1. ## Integral 16

$\int \frac{x^2dx}{\sqrt{(4-x^2)^5}}$

2. I learnt this from Krizalid aka the Inte-Killer. Try the substitution u = 1/x.

I wouldn't be surprised if Kriz has another clever substitution.

3. Trigonometric substitution, $x=2 \sin t$ is a way.

Another way is below.

I assume that $x>0$,

$\frac{x^2}{(4-x^2)^{\frac{5}{2}}} = \frac{x^2}{x^5\left ( \frac{4}{x^2}-1 \right )^{\frac{5}{2}}} = \frac{1}{x^3 \left ( \frac{4}{x^2}-1 \right )^{\frac{5}{2}}}$

$\int \frac{dx}{x^3 \left ( \frac{4}{x^2}-1 \right )^{\frac{5}{2}}}$

Let $u = \sqrt{\frac{4}{x^2}-1}$, then $u^2 = \frac{4}{x^2}-1$ and $2 u~du = -\frac{8}{x^3}~dx$

Applying the substitution gives us $-\frac{1}{4}\int u^{-4}~du= \frac{1}{12u^3}+C = \frac{1}{12 \left ( \frac{4}{x^2}-1 \right )^{\frac{3}{2}}}+C$

For $x < 0$, the integral is $-\frac{1}{12 \left ( \frac{4}{x^2}-1 \right )^{\frac{3}{2}}}+C$.
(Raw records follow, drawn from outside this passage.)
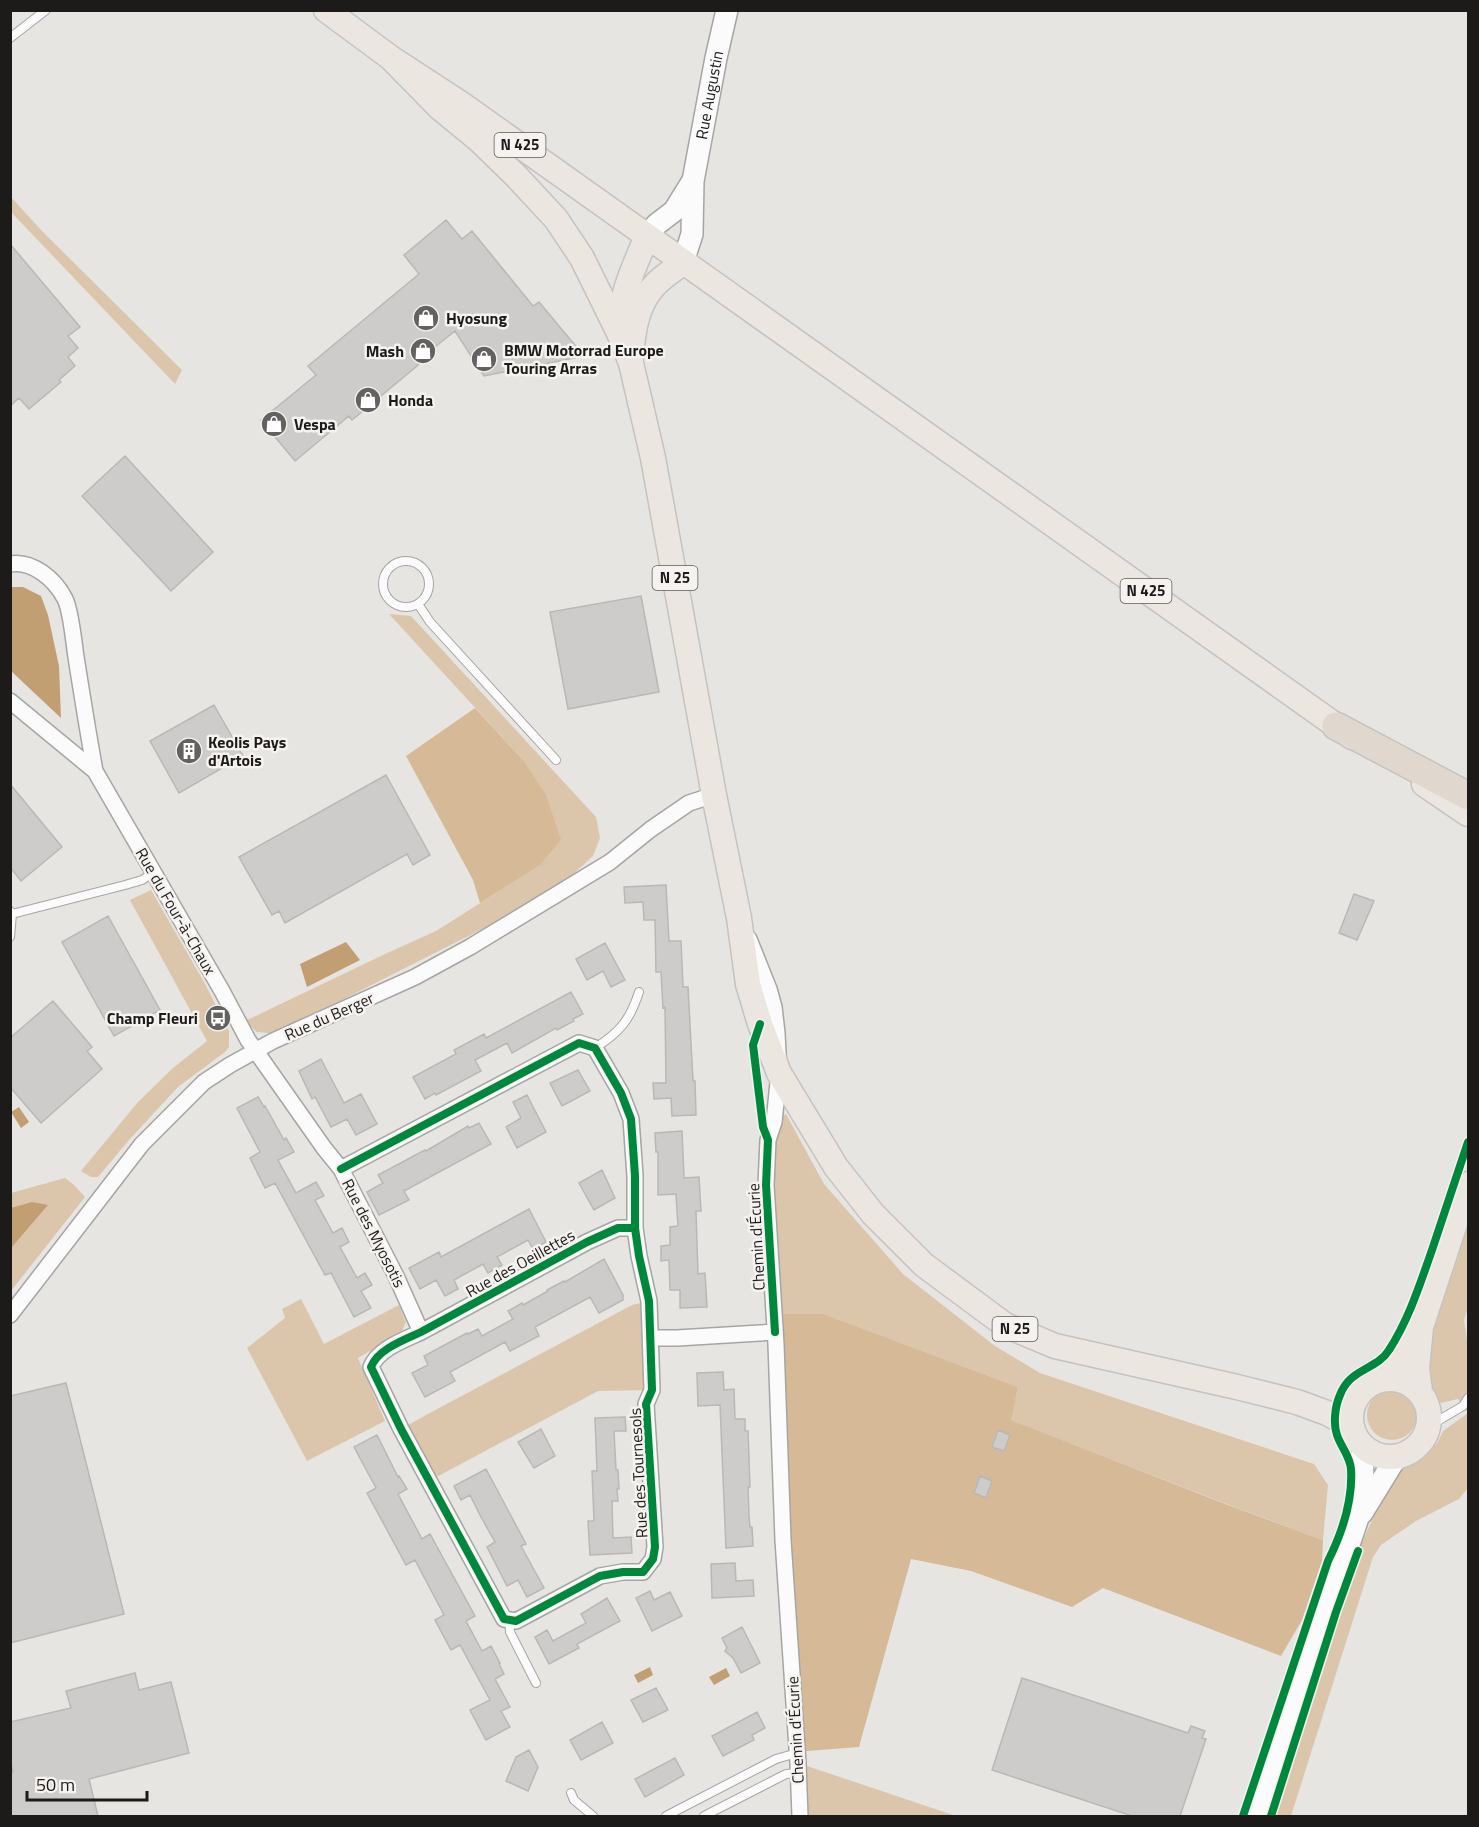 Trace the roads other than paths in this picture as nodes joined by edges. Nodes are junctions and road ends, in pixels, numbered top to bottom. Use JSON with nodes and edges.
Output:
{"nodes":[{"id":1,"x":46,"y":10,"type":"edge"},
{"id":2,"x":326,"y":10,"type":"edge"},
{"id":3,"x":727,"y":10,"type":"edge"},
{"id":4,"x":10,"y":38,"type":"edge"},
{"id":5,"x":392,"y":58,"type":"junction"},
{"id":6,"x":693,"y":181,"type":"junction"},
{"id":7,"x":647,"y":236,"type":"junction"},
{"id":8,"x":683,"y":262,"type":"junction"},
{"id":9,"x":619,"y":333,"type":"junction"},
{"id":10,"x":631,"y":363,"type":"junction"},
{"id":11,"x":10,"y":564,"type":"edge"},
{"id":12,"x":418,"y":604,"type":"junction"},
{"id":13,"x":10,"y":702,"type":"edge"},
{"id":14,"x":1336,"y":726,"type":"junction"},
{"id":15,"x":556,"y":760,"type":"dead end"},
{"id":16,"x":95,"y":771,"type":"junction"},
{"id":17,"x":714,"y":795,"type":"junction"},
{"id":18,"x":1468,"y":796,"type":"edge"},
{"id":19,"x":1468,"y":814,"type":"edge"},
{"id":20,"x":1468,"y":827,"type":"edge"},
{"id":21,"x":153,"y":873,"type":"junction"},
{"id":22,"x":11,"y":912,"type":"edge"},
{"id":23,"x":10,"y":937,"type":"edge"},
{"id":24,"x":639,"y":992,"type":"dead end"},
{"id":25,"x":595,"y":1048,"type":"junction"},
{"id":26,"x":256,"y":1050,"type":"junction"},
{"id":27,"x":779,"y":1073,"type":"junction"},
{"id":28,"x":804,"y":1115,"type":"junction"},
{"id":29,"x":774,"y":1122,"type":"junction"},
{"id":30,"x":341,"y":1169,"type":"junction"},
{"id":31,"x":1468,"y":1184,"type":"edge"},
{"id":32,"x":635,"y":1228,"type":"junction"},
{"id":33,"x":10,"y":1315,"type":"edge"},
{"id":34,"x":1421,"y":1327,"type":"junction"},
{"id":35,"x":421,"y":1332,"type":"junction"},
{"id":36,"x":775,"y":1332,"type":"junction"},
{"id":37,"x":651,"y":1338,"type":"junction"},
{"id":38,"x":1379,"y":1380,"type":"junction"},
{"id":39,"x":1420,"y":1391,"type":"junction"},
{"id":40,"x":1468,"y":1398,"type":"edge"},
{"id":41,"x":1429,"y":1426,"type":"junction"},
{"id":42,"x":1357,"y":1436,"type":"junction"},
{"id":43,"x":1397,"y":1456,"type":"junction"},
{"id":44,"x":1357,"y":1521,"type":"junction"},
{"id":45,"x":507,"y":1620,"type":"junction"},
{"id":46,"x":536,"y":1683,"type":"dead end"},
{"id":47,"x":797,"y":1753,"type":"junction"},
{"id":48,"x":798,"y":1773,"type":"junction"},
{"id":49,"x":571,"y":1793,"type":"dead end"},
{"id":50,"x":593,"y":1816,"type":"edge"},
{"id":51,"x":666,"y":1816,"type":"edge"},
{"id":52,"x":704,"y":1816,"type":"edge"},
{"id":53,"x":800,"y":1816,"type":"edge"},
{"id":54,"x":1257,"y":1816,"type":"edge"}],
"edges":[{"from":1,"to":4,"type":"lane"},
{"from":2,"to":5,"type":"main road","number":"N 25"},
{"from":3,"to":6,"type":"main road","name":"Rue Augustin"},
{"from":5,"to":7,"type":"main road","number":"N 425"},
{"from":5,"to":9,"type":"main road","number":"N 25"},
{"from":6,"to":7,"type":"main road"},
{"from":6,"to":8,"type":"main road"},
{"from":7,"to":8,"type":"main road","number":"N 425"},
{"from":7,"to":9,"type":"main road","number":"N 25"},
{"from":8,"to":10,"type":"main road","number":"N 25"},
{"from":8,"to":14,"type":"main road","number":"N 425"},
{"from":9,"to":10,"type":"main road","number":"N 25"},
{"from":10,"to":17,"type":"main road","number":"N 25"},
{"from":11,"to":16,"type":"street","name":"Rue du Four-à-Chaux"},
{"from":12,"to":12,"type":"lane"},
{"from":12,"to":15,"type":"lane"},
{"from":13,"to":16,"type":"street","name":"Rue du Four-à-Chaux"},
{"from":14,"to":18,"type":"highway"},
{"from":14,"to":19,"type":"main road","number":"N 425"},
{"from":14,"to":20,"type":"main road","number":"N 425"},
{"from":16,"to":21,"type":"street","name":"Rue du Four-à-Chaux"},
{"from":17,"to":26,"type":"street","name":"Rue du Berger"},
{"from":17,"to":27,"type":"main road","number":"N 25"},
{"from":21,"to":22,"type":"lane"},
{"from":21,"to":26,"type":"street","name":"Rue du Four-à-Chaux"},
{"from":22,"to":23,"type":"lane"},
{"from":24,"to":25,"type":"lane"},
{"from":25,"to":30,"type":"street"},
{"from":25,"to":32,"type":"street","name":"Rue des Tournesols"},
{"from":26,"to":30,"type":"street","name":"Rue des Myosotis"},
{"from":26,"to":33,"type":"street","name":"Rue du Berger"},
{"from":27,"to":28,"type":"main road","number":"N 25"},
{"from":27,"to":29,"type":"street","name":"Chemin d'Écurie"},
{"from":28,"to":29,"type":"street"},
{"from":28,"to":42,"type":"main road","number":"N 25"},
{"from":29,"to":36,"type":"street","name":"Chemin d'Écurie"},
{"from":30,"to":35,"type":"street","name":"Rue des Myosotis"},
{"from":31,"to":34,"type":"main road"},
{"from":32,"to":35,"type":"street","name":"Rue des Oeillettes"},
{"from":32,"to":37,"type":"street","name":"Rue des Tournesols"},
{"from":34,"to":38,"type":"main road"},
{"from":34,"to":39,"type":"main road"},
{"from":35,"to":45,"type":"street","name":"Rue des Oeillettes"},
{"from":36,"to":37,"type":"street"},
{"from":36,"to":47,"type":"street","name":"Chemin d'Écurie"},
{"from":37,"to":45,"type":"street","name":"Rue des Tournesols"},
{"from":38,"to":39,"type":"main road"},
{"from":38,"to":42,"type":"main road"},
{"from":39,"to":41,"type":"main road"},
{"from":40,"to":41,"type":"lane"},
{"from":41,"to":43,"type":"main road"},
{"from":42,"to":43,"type":"main road"},
{"from":42,"to":44,"type":"main road"},
{"from":43,"to":44,"type":"main road"},
{"from":44,"to":54,"type":"main road"},
{"from":45,"to":46,"type":"lane"},
{"from":47,"to":48,"type":"street","name":"Chemin d'Écurie"},
{"from":47,"to":51,"type":"lane"},
{"from":48,"to":52,"type":"lane"},
{"from":48,"to":53,"type":"street","name":"Chemin d'Écurie"},
{"from":49,"to":50,"type":"lane"}]} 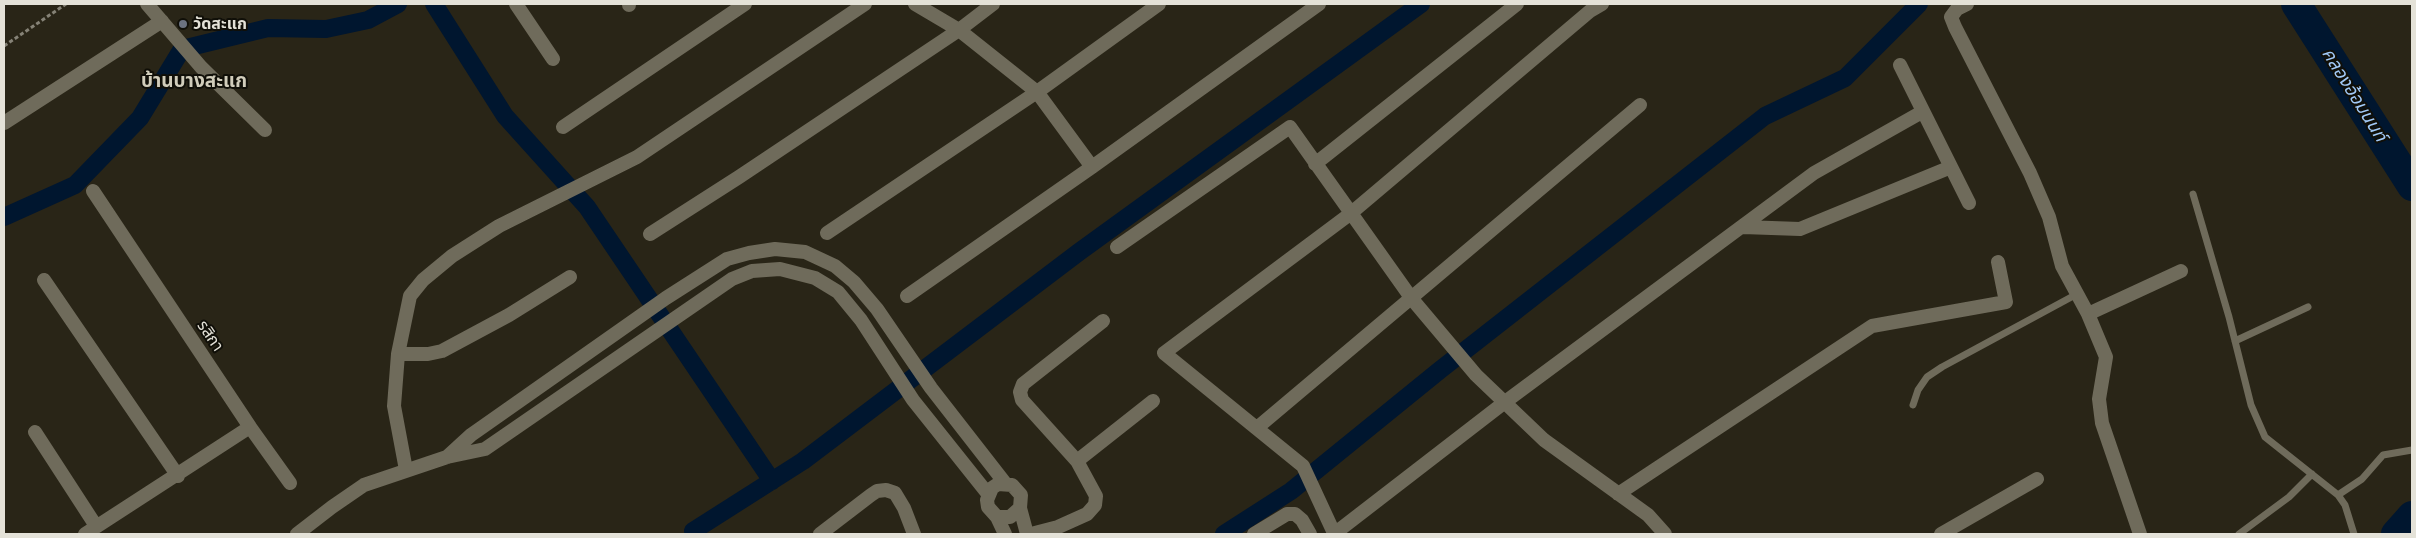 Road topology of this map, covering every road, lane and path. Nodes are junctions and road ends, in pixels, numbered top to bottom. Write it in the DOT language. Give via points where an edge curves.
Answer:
graph roads {
  1 [pos="66,4"];
  2 [pos="147,4"];
  3 [pos="516,4"];
  4 [pos="745,4"];
  5 [pos="865,4"];
  6 [pos="915,4"];
  7 [pos="993,4"];
  8 [pos="1159,4"];
  9 [pos="1319,4"];
  10 [pos="1517,4"];
  11 [pos="1602,4"];
  12 [pos="1967,4"];
  13 [pos="162,21"];
  14 [pos="959,30"];
  15 [pos="4,46"];
  16 [pos="553,59"];
  17 [pos="1900,65"];
  18 [pos="1037,92"];
  19 [pos="1640,105"];
  20 [pos="1922,112"];
  21 [pos="4,123"];
  22 [pos="563,127"];
  23 [pos="265,130"];
  24 [pos="1315,164"];
  25 [pos="1092,167"];
  26 [pos="1951,167"];
  27 [pos="93,192"];
  28 [pos="2193,194"];
  29 [pos="1969,203"];
  30 [pos="1350,214"];
  31 [pos="1743,227"];
  32 [pos="827,233"];
  33 [pos="650,234"];
  34 [pos="1117,247"];
  35 [pos="1998,262"];
  36 [pos="2181,271"];
  37 [pos="570,278"];
  38 [pos="44,280"];
  39 [pos="2078,294"];
  40 [pos="907,296"];
  41 [pos="1412,299"];
  42 [pos="2308,307"];
  43 [pos="878,309"];
  44 [pos="2088,314"];
  45 [pos="861,320"];
  46 [pos="1103,321"];
  47 [pos="2235,341"];
  48 [pos="398,354"];
  49 [pos="1153,401"];
  50 [pos="1505,402"];
  51 [pos="1913,405"];
  52 [pos="250,427"];
  53 [pos="1258,427"];
  54 [pos="34,432"];
  55 [pos="2412,450"];
  56 [pos="447,457"];
  57 [pos="1077,461"];
  58 [pos="406,470"];
  59 [pos="2312,474"];
  60 [pos="178,476"];
  61 [pos="2037,479"];
  62 [pos="290,483"];
  63 [pos="1005,483"];
  64 [pos="988,494"];
  65 [pos="1618,494"];
  66 [pos="2338,495"];
  67 [pos="1020,508"];
  68 [pos="997,517"];
  69 [pos="91,530"];
  70 [pos="297,534"];
  71 [pos="820,534"];
  72 [pos="914,534"];
  73 [pos="1005,534"];
  74 [pos="1029,534"];
  75 [pos="1254,534"];
  76 [pos="1310,534"];
  77 [pos="1334,534"];
  78 [pos="1665,534"];
  79 [pos="1941,534"];
  80 [pos="2140,534"];
  81 [pos="2239,534"];
  82 [pos="2354,534"];
  1 -- 15 [label="path"];
  2 -- 13 [label="street"];
  3 -- 16 [label="street"];
  4 -- 22 [label="street"];
  5 -- 48 [label="street" via="637,157 538,204 452,256 423,280 410,296"];
  6 -- 14 [label="street"];
  7 -- 14 [label="street"];
  8 -- 18 [label="street"];
  9 -- 25 [label="street"];
  10 -- 24 [label="street"];
  11 -- 30 [label="street"];
  12 -- 39 [label="street" via="1951,17 2030,174 2049,217 2062,266"];
  13 -- 21 [label="street"];
  13 -- 23 [label="street" via="201,67"];
  14 -- 18 [label="street"];
  14 -- 33 [label="street"];
  17 -- 20 [label="street"];
  18 -- 25 [label="street"];
  18 -- 32 [label="street"];
  19 -- 41 [label="street"];
  20 -- 26 [label="street"];
  20 -- 31 [label="street" via="1814,173"];
  24 -- 30 [label="street"];
  24 -- 34 [label="street" via="1290,127"];
  25 -- 40 [label="street"];
  26 -- 29 [label="street"];
  26 -- 31 [label="street" via="1800,229"];
  27 -- 52 [label="street, รสิกา"];
  28 -- 47 [label="lane"];
  30 -- 41 [label="street"];
  30 -- 53 [label="street" via="1164,353"];
  31 -- 50 [label="street"];
  35 -- 65 [label="street" via="2006,302 1872,326"];
  36 -- 44 [label="street"];
  37 -- 48 [label="street" via="442,351"];
  38 -- 60 [label="street"];
  39 -- 44 [label="street"];
  39 -- 51 [label="lane" via="1927,377"];
  41 -- 50 [label="street" via="1476,375"];
  41 -- 53 [label="street"];
  42 -- 47 [label="lane"];
  43 -- 45 [label="street"];
  43 -- 56 [label="street" via="835,266 805,252 775,249 728,259 666,298 471,435"];
  43 -- 63 [label="street" via="931,388"];
  44 -- 80 [label="street" via="2106,357 2099,399 2102,423"];
  45 -- 56 [label="street" via="838,292 815,278 780,269 752,271 732,279 679,314 485,449"];
  45 -- 64 [label="street" via="913,400"];
  46 -- 57 [label="street" via="1023,384 1020,392 1022,400"];
  47 -- 59 [label="lane" via="2252,405 2265,437"];
  48 -- 58 [label="street" via="394,406"];
  49 -- 57 [label="street"];
  50 -- 65 [label="street" via="1544,440"];
  50 -- 77 [label="street"];
  52 -- 60 [label="street"];
  52 -- 62 [label="street, รสิกา"];
  53 -- 77 [label="street" via="1303,466"];
  54 -- 69 [label="street"];
  55 -- 66 [label="lane" via="2383,455 2362,479"];
  56 -- 58 [label="street"];
  57 -- 74 [label="street" via="1096,496 1095,505 1087,514"];
  58 -- 70 [label="street" via="364,485"];
  59 -- 66 [label="lane"];
  59 -- 81 [label="lane" via="2289,497"];
  60 -- 69 [label="street"];
  61 -- 79 [label="street"];
  63 -- 64 [label="street" via="998,484"];
  63 -- 67 [label="street" via="1012,485 1021,495"];
  64 -- 68 [label="street" via="988,507"];
  65 -- 78 [label="street" via="1648,515"];
  66 -- 82 [label="lane"];
  67 -- 68 [label="street" via="1010,517"];
  67 -- 74 [label="street"];
  68 -- 73 [label="street"];
  71 -- 72 [label="street" via="871,495 886,490 895,493"];
  75 -- 76 [label="street" via="1287,514 1295,514 1302,520"];
}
So we can say that, for any x, the integral is $\frac{\sqrt{x^2}}{12x \left ( \frac{4}{x^2}-1 \right )^{\frac{3}{2}}}+C$

4. I thought I'd elaborate more on my post.

$\int \frac{x^2}{\sqrt{(4-x^2)^5}}dx$

Let $u = \frac{1}{x}$

$du = -\frac{1}{x^2} dx$

$- x^2 du = dx$

Replace:
$\int \frac{1}{u^4\sqrt{(4-\frac{1}{u^2})^5}}du$

$\int \frac{1}{u^4\sqrt{(\frac{4u^2-1}{u^2})^5}}du$

$\int \frac{u^5}{u^4\sqrt{(4u^2-1)^5}}du$

$\int \frac{u}{\sqrt{(4u^2-1)^5}}du$

Now it became a matter of simple substition ( $z = 4u^2 - 1$).

5. Hello, Apprentice123!

Another approach . . .

$\int \frac{x^2\,dx}{\sqrt{(4-x^2)^5}}\;=\;\int\frac{x^2\,dx}{(4-x)^{\frac{5}{2}}}$

Let: $x = 2\sin\theta \quad\Rightarrow\quad dx = 2\cos\theta\,d\theta$

Substitute: . $\int\frac{(2\sin\theta)^2(2\cos\theta\,d\theta)}{( 4\cos^2\!\theta)^{\frac{5}{2}}} \;=\;\int\frac{4\sin^2\!\theta\cdot2\cos\theta\,d\ theta}{32\cos^5\!\theta} \;= \;\frac{1}{4}\int\frac{\sin^2\!\theta}{\cos^4\!\th eta}\,d\theta$

. . $= \;\frac{1}{4}\int \frac{\sin^2\!\theta}{\cos^2\!\theta}\cdot\frac{1} {\cos^2\!\theta}\,d\theta \;=\;\frac{1}{4}\int\tan^2\!\theta(\sec^2\!\theta\ ,d\theta)$

Let $u = \tan\theta \quad\Rightarrow\quad du = \sec^2\!\theta\,d\theta$

Substitute: . $\frac{1}{4}\int u^2\,du \;=\;\frac{1}{12}u^3 + C$

Back-substitute: . $\frac{1}{12}\tan^3\!\theta + C$

We had: . $\sin\theta = \frac{x}{2}\quad\Rightarrow\quad \tan\theta = \frac{x}{\sqrt{4-x^2}}$

Answer: . $\frac{1}{12}\left(\frac{x}{\sqrt{4-x^2}}\right)^3 + C \;=\;\frac{x^3}{12(4-x^2)^{\frac{3}{2}}} + C$